About this task –
Filter the records below, keeping only lines with the string "Answer".

Records shown –
* * *

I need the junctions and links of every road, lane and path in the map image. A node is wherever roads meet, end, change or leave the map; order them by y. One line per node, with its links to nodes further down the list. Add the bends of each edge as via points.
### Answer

* * *

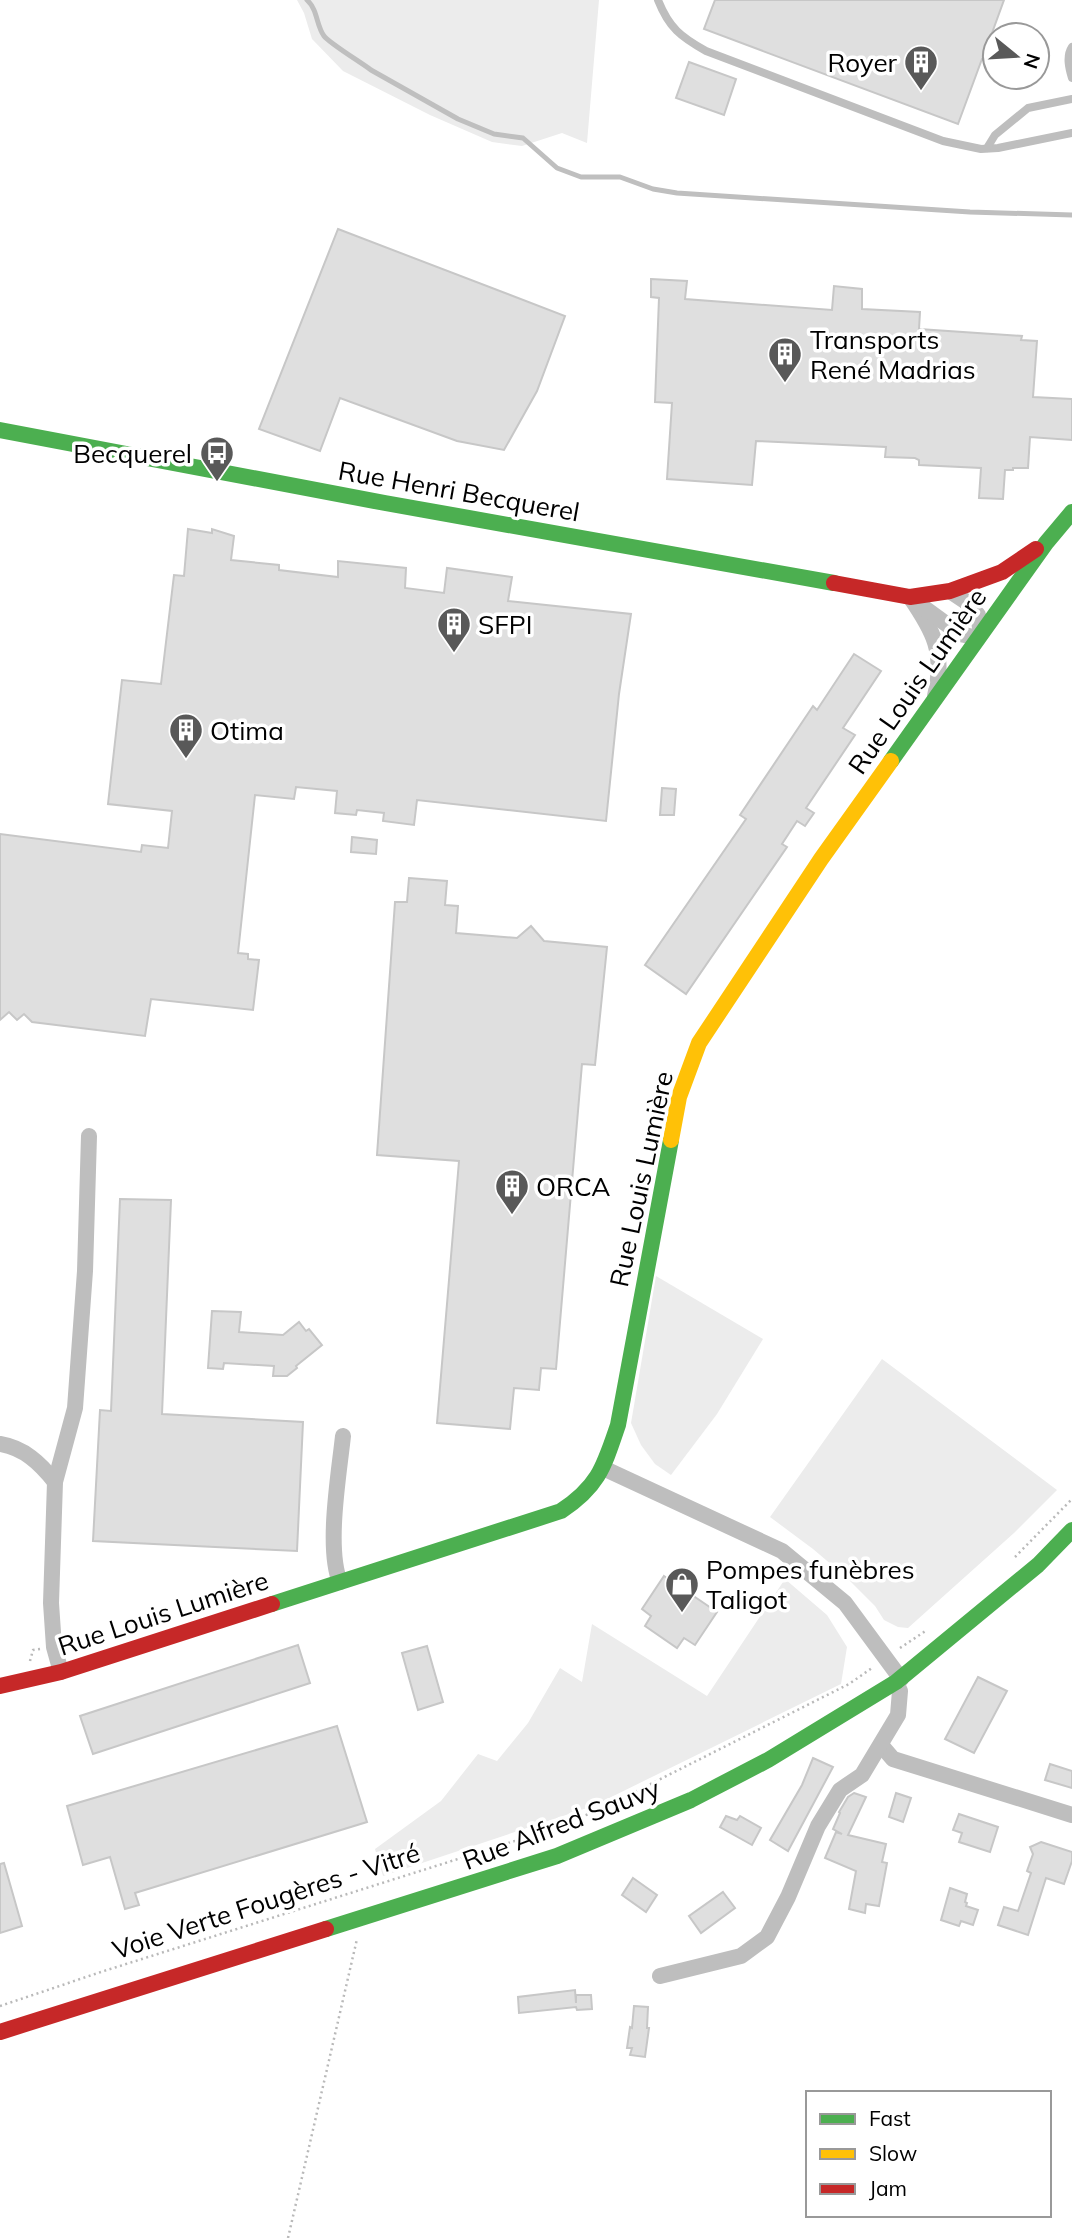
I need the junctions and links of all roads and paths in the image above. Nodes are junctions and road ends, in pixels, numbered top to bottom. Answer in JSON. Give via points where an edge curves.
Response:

* * *

Result of the task –
### Answer
I need the junctions and links of all roads and paths in the image above. Nodes are junctions and road ends, in pixels, numbered top to bottom. Answer in JSON. Give via points where an edge curves.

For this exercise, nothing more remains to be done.